Reviewed by Terry Grimwood

Call me old fashioned but on-line magazines are a difficulty to me as a reader. Okay, I've published in/on a few, but as a reader, I still need a piece of paper to be comfortable with the task. Having said that, I found Niteblade #2 to be a well presented, beautifully illustrated e-publication and the repository of some very interesting fiction and poetry. It is also carefully laid out to make navigation simple and soothe away all my e-reader worries.

Like so many independent press publications there is an accessible, labour-of-love warmth about the journal, as well as an imaginative, original edge that is often lacking in the mainstream. There is also variety, from the high fantasy elements of Ursula Warnecke's Brothers of Sword and Star to the fable-style warning of The Seventh Day by Patrick Hurley. Both these stories are engaging and feature that vital ingredient, unpredictability. The former is intense and tragic, with the disgraced protagonist faced with a gladiatorial style fight to the death, the latter a novel view of a Hell where the damned can actually enjoy themselves...for six days every week.

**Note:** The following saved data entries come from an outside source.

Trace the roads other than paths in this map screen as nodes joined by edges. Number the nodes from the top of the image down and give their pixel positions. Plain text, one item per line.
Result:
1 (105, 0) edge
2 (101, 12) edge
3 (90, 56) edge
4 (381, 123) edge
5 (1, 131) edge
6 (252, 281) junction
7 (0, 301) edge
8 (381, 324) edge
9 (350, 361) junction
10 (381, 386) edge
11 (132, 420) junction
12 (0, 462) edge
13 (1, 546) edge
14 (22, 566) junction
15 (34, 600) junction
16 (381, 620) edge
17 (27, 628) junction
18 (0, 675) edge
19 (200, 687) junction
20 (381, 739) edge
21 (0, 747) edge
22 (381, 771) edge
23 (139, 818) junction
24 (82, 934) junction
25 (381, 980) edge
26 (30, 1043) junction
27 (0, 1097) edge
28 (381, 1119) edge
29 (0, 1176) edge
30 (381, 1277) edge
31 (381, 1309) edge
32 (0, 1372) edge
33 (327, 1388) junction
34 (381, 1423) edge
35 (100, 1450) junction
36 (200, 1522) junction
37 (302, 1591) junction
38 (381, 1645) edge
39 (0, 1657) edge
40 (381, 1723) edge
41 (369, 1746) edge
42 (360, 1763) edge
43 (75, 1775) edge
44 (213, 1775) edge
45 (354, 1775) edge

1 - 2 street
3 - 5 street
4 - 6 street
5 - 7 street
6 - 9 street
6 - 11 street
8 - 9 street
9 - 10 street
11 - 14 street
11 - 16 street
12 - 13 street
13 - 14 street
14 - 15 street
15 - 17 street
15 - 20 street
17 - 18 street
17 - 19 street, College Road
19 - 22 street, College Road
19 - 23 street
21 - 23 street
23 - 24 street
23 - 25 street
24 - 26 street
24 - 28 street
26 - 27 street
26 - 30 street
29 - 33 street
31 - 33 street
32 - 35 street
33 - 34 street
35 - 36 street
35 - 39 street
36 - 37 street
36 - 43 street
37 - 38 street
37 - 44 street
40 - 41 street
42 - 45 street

Straight-ish horror is provided by Peter Tennant who contributes a piece of foggy nastiness with his characteristically sharp and darkly witty Lost and Found. Fantasy features heavily in Niteblade, but much of it with an original twist. Servant of the Gods by A J Kenning is a striking take on the Prometheus myth that leads us into a world where demons live in the flesh and engage in wars that are little more than personal power games. The writing is powerful and effective. Red Engine by Bret Tallman is a hot-engined motorcycle fantasy, well-written and vivid yet somehow, didn't quite work for me. Wayne Summers' Carousel was another that, although well-written, couldn't take me with it to its fantastical and imaginative destination.

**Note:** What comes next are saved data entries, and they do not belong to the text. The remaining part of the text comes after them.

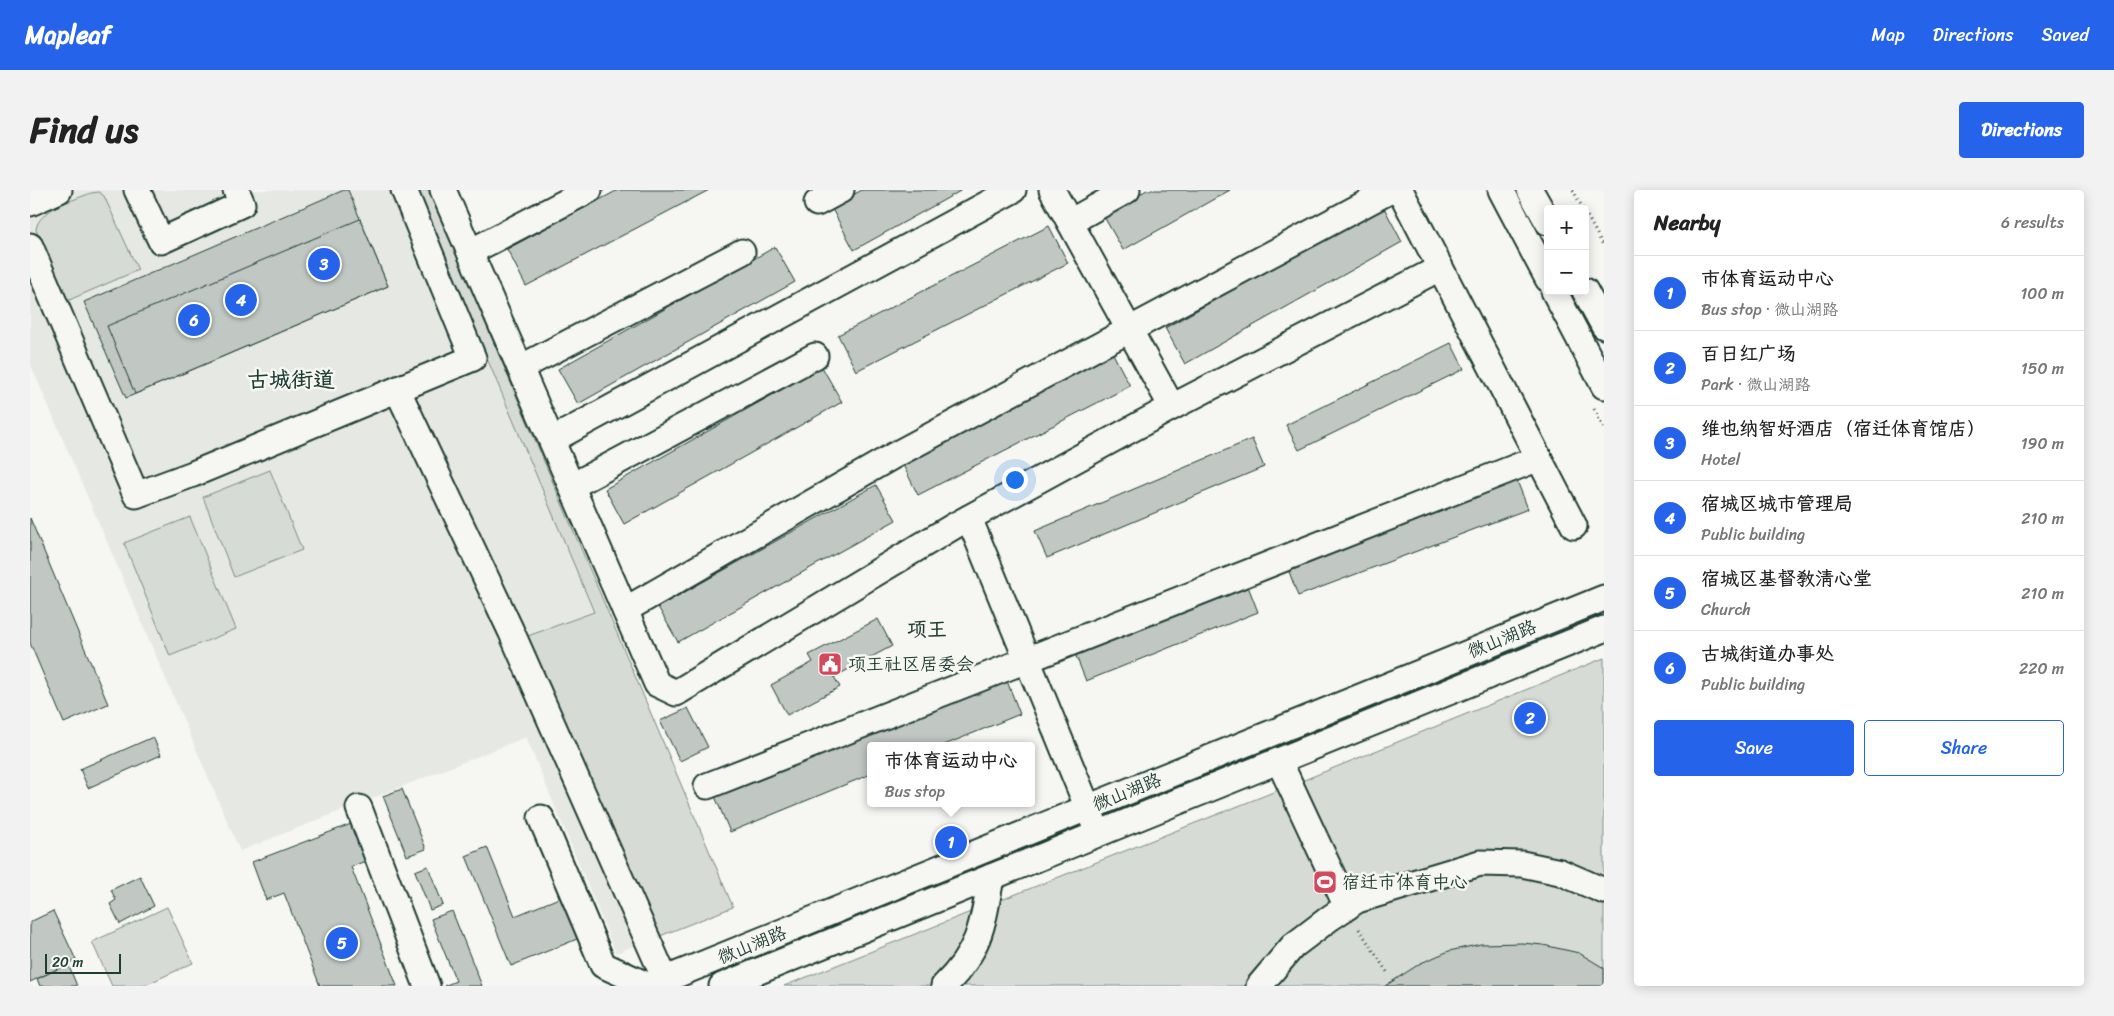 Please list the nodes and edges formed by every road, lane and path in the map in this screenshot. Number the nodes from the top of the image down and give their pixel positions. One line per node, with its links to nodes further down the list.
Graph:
1 (58, 190): 16 (street)
2 (137, 190): 3 (street)
3 (236, 190)
4 (404, 190): 35 (street)
5 (444, 190): 24 (street)
6 (589, 190): 24 (street)
7 (841, 190): 17 (street)
8 (1013, 190): 37 (street)
9 (1052, 190): 21 (street)
10 (1127, 190): 21 (street)
11 (1391, 190): 31 (street)
12 (1400, 190): 26 (street)
13 (1501, 190): 27 (street)
14 (1530, 190): 19 (street)
15 (1573, 190): 18 (path)
16 (30, 203)
17 (818, 203)
18 (1581, 205)
19 (1544, 215)
20 (1589, 219): 23 (path)
21 (1070, 222): 31 (street)
22 (30, 246): 35 (street)
23 (1604, 247)
24 (470, 252): 33 (street)
25 (742, 252): 33 (street)
26 (1440, 268): 36 (street); 38 (street)
27 (1544, 271)
28 (1556, 295): 34 (street)
29 (1587, 295): 30 (street)
30 (1604, 326)
31 (1129, 330): 36 (street); 43 (street)
32 (815, 356): 39 (street)
33 (520, 368): 37 (street)
34 (1604, 386)
35 (398, 391): 56 (street)
36 (1172, 407): 40 (street)
37 (552, 440): 39 (street)
38 (1539, 458): 41 (street); 45 (street)
39 (572, 486): 43 (street)
40 (969, 518): 43 (street); 45 (street)
41 (1574, 526)
42 (1604, 598): 49 (street, 微山湖路)
43 (625, 610)
44 (1604, 629): 46 (street, 微山湖路)
45 (1027, 660): 47 (street); 49 (street)
46 (1279, 761): 51 (street, 微山湖路); 54 (street)
47 (707, 786)
48 (359, 808): 57 (street)
49 (1087, 808): 51 (street); 56 (street, 微山湖路)
50 (541, 818): 56 (street)
51 (1098, 834): 52 (street, 微山湖路)
52 (991, 877): 58 (street, 微山湖路); 59 (street)
53 (1604, 891): 54 (street)
54 (1347, 907): 55 (path); 60 (street)
55 (1387, 972)
56 (658, 984)
57 (427, 986)
58 (722, 986)
59 (944, 986)
60 (1259, 986)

Favourite tale? Reunion by Kurt Reichenbaugh, an odd, dark comeuppance fable about a swimming race which, like all our bad dreams, starts “normally” enough, but slowly turns surreal and heavy with menace. This to me is a highly original variation on a well-worn theme, again, well written, highly entertaining and redolent with unease and awful revelation.

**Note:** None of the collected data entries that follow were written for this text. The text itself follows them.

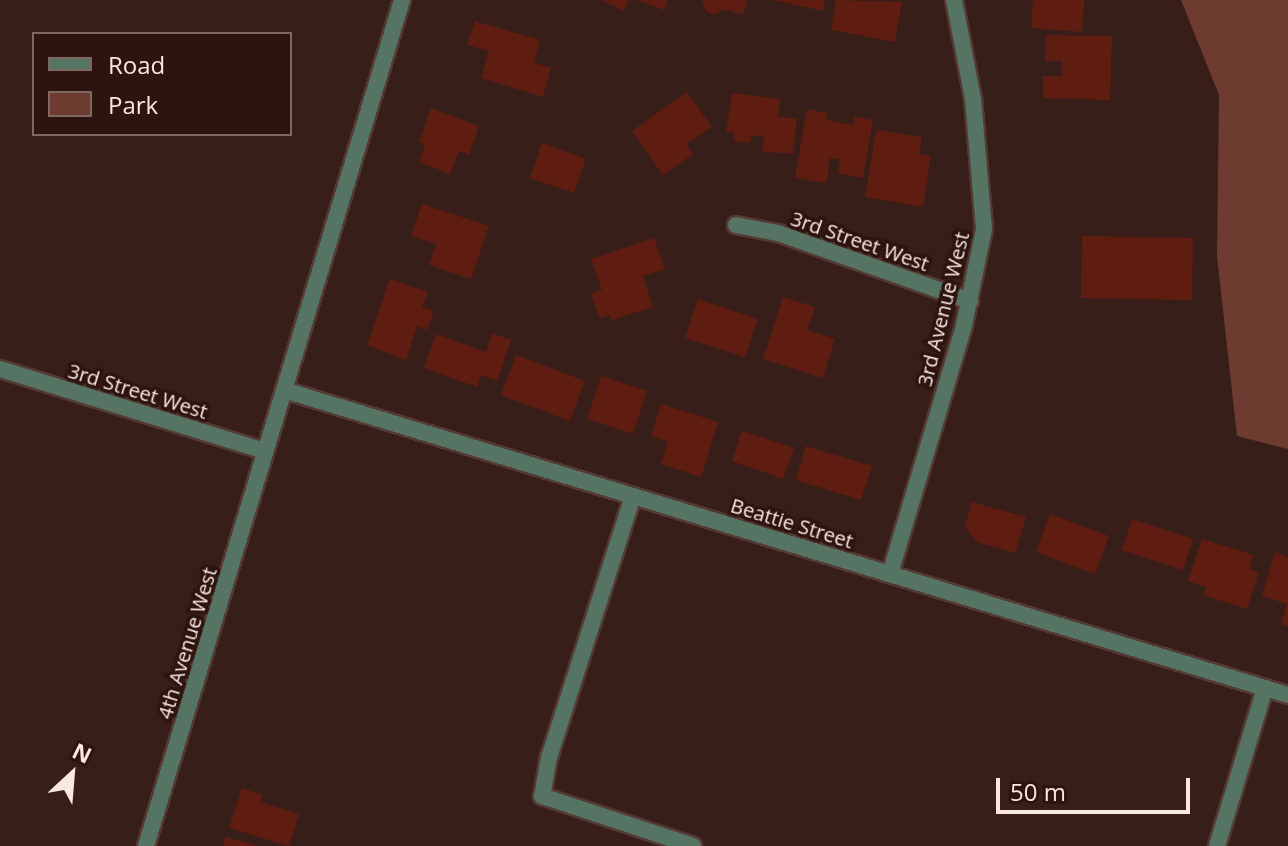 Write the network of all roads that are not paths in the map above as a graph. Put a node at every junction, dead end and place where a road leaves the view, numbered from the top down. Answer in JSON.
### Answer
{"nodes":[{"id":1,"x":402,"y":0,"type":"edge"},
{"id":2,"x":954,"y":0,"type":"edge"},
{"id":3,"x":736,"y":225,"type":"dead end"},
{"id":4,"x":970,"y":301,"type":"junction"},
{"id":5,"x":0,"y":369,"type":"edge"},
{"id":6,"x":284,"y":390,"type":"junction"},
{"id":7,"x":265,"y":451,"type":"junction"},
{"id":8,"x":633,"y":496,"type":"junction"},
{"id":9,"x":890,"y":574,"type":"junction"},
{"id":10,"x":1265,"y":688,"type":"junction"},
{"id":11,"x":1288,"y":695,"type":"edge"},
{"id":12,"x":146,"y":846,"type":"edge"},
{"id":13,"x":693,"y":846,"type":"edge"},
{"id":14,"x":1217,"y":846,"type":"edge"}],
"edges":[{"from":1,"to":6,"type":"street"},
{"from":2,"to":4,"type":"street","name":"3rd Avenue West"},
{"from":3,"to":4,"type":"street","name":"3rd Street West"},
{"from":4,"to":9,"type":"street","name":"3rd Avenue West"},
{"from":5,"to":7,"type":"street","name":"3rd Street West"},
{"from":6,"to":7,"type":"street","name":"4th Avenue West"},
{"from":6,"to":8,"type":"street","name":"Beattie Street"},
{"from":7,"to":12,"type":"street","name":"4th Avenue West"},
{"from":8,"to":9,"type":"street","name":"Beattie Street"},
{"from":8,"to":13,"type":"street"},
{"from":9,"to":10,"type":"street","name":"Beattie Street"},
{"from":10,"to":11,"type":"street","name":"Beattie Street"},
{"from":10,"to":14,"type":"street"}]} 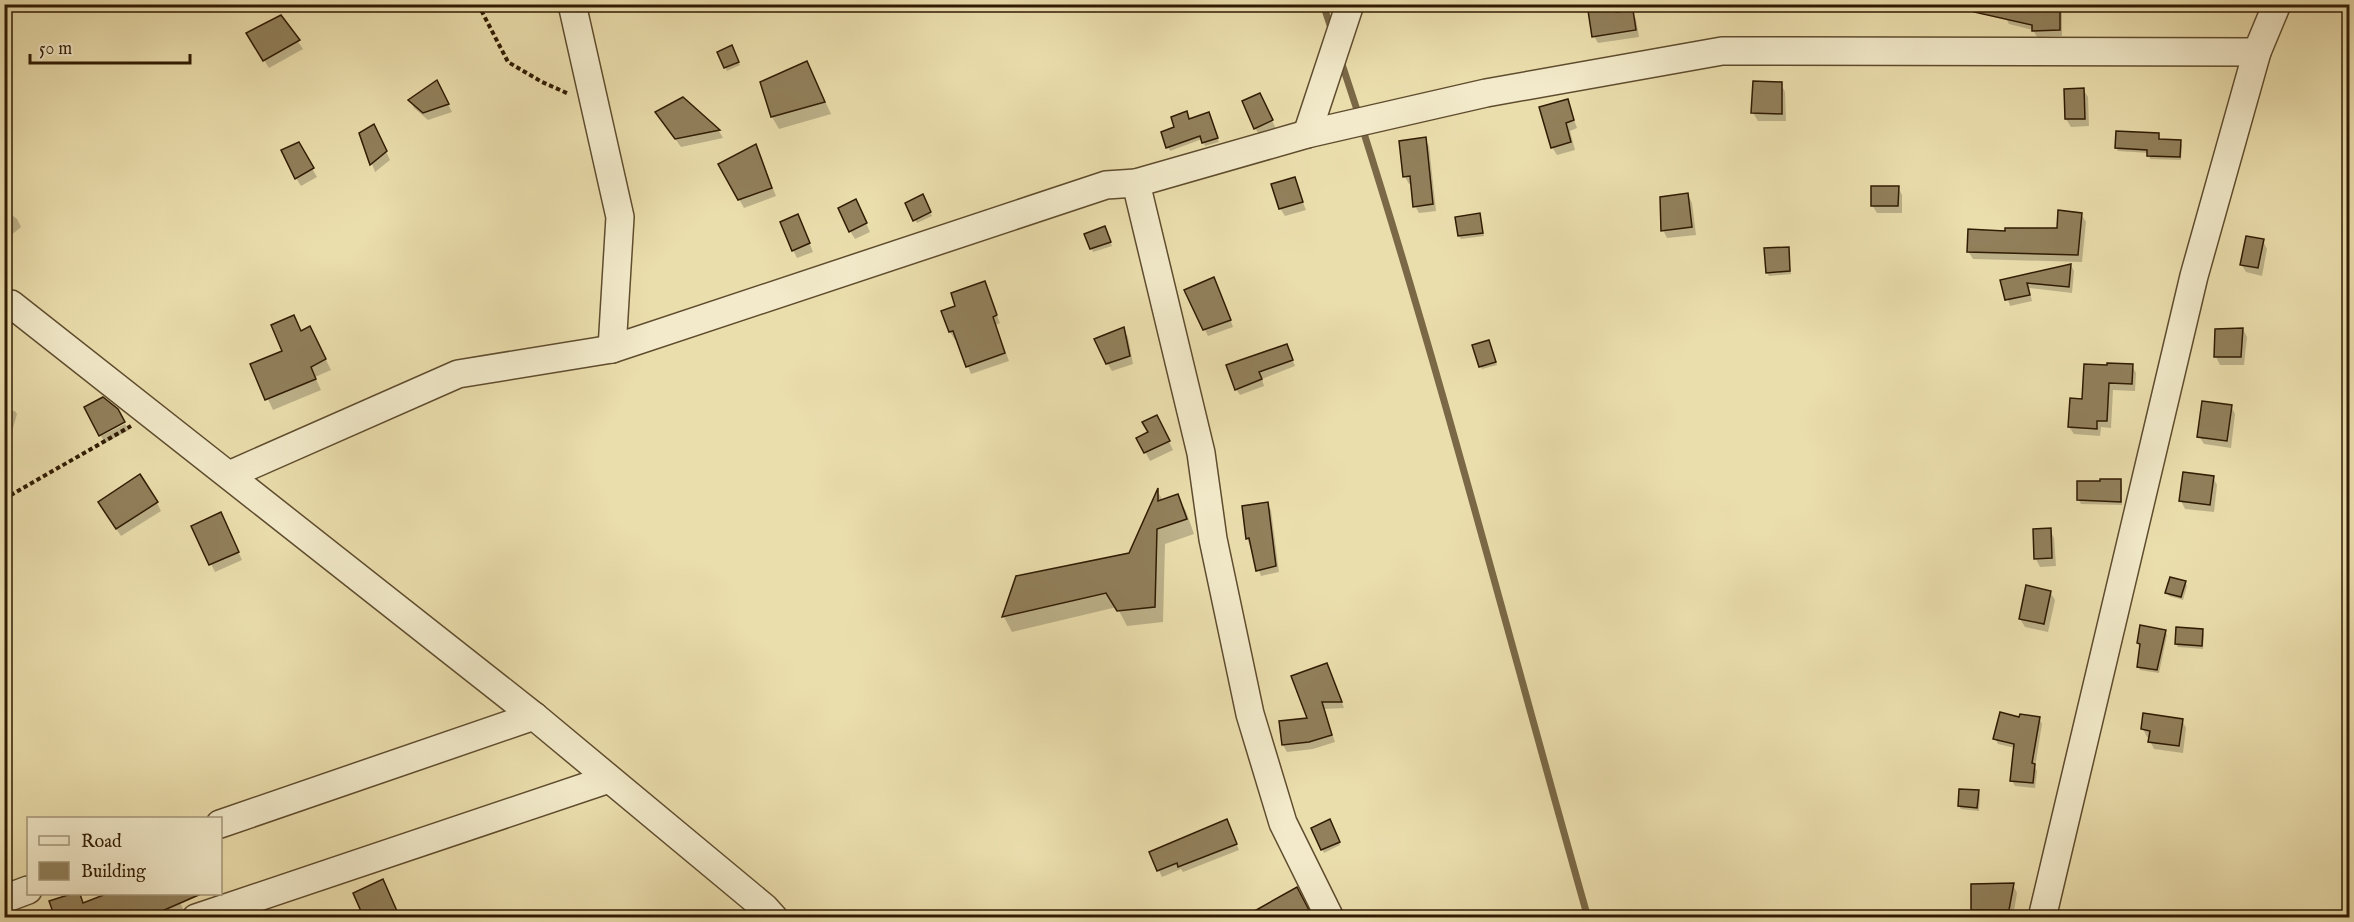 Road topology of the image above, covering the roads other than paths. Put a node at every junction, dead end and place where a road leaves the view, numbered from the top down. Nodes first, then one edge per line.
1 (572, 4) edge
2 (1350, 4) edge
3 (2277, 4) edge
4 (2257, 52) junction
5 (1307, 134) junction
6 (1136, 183) junction
7 (7, 303) edge
8 (612, 349) junction
9 (229, 475) junction
10 (534, 716) junction
11 (609, 779) junction
12 (222, 823) edge
13 (27, 890) edge
14 (4, 899) edge
15 (761, 914) edge
16 (1326, 916) edge
17 (196, 918) edge
18 (2042, 918) edge

1 - 8 street
2 - 5 street
3 - 4 street
4 - 5 street
4 - 18 street
5 - 6 street
6 - 8 street
6 - 16 street
7 - 9 street
8 - 9 street
9 - 10 street
10 - 11 street
10 - 12 street
11 - 15 street
11 - 17 street
13 - 14 street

The poetry is all of a very high quality, intense and rich with imagery, exploring themes both grand and deeply personal. One Last Kiss by Stephanie Bonvissuto is a dark and aching lament to found, and lost, love. Brutally vivid, Tragedy by N.C. Whitehead shows us the dark mysteries of a post mortem, from the corpse's point of view. Richard Pitaniello's Spiders in the Sky is excellent; metaphor, web-like interconnection, all used to astonishing effect in this highly literate examination of loss and fate.

There is enough loss and wistfulness, darkness and mystery as well as good writing in Niteblade to make it a very worthwhile investment (in time only if you choose the web-version, a nominal fee if you go for PDF). There is also a clean, neat edge to its presentation that made it pleasurable to look at and delve into. Originality, that's the best word to sum up Niteblade, readable, accessible fiction that deceives and twists and seldom gives any hint as to its final destination.

There has been another issue since this one and I look forward to dipping in to sample another batch of original, well-crafted yarns.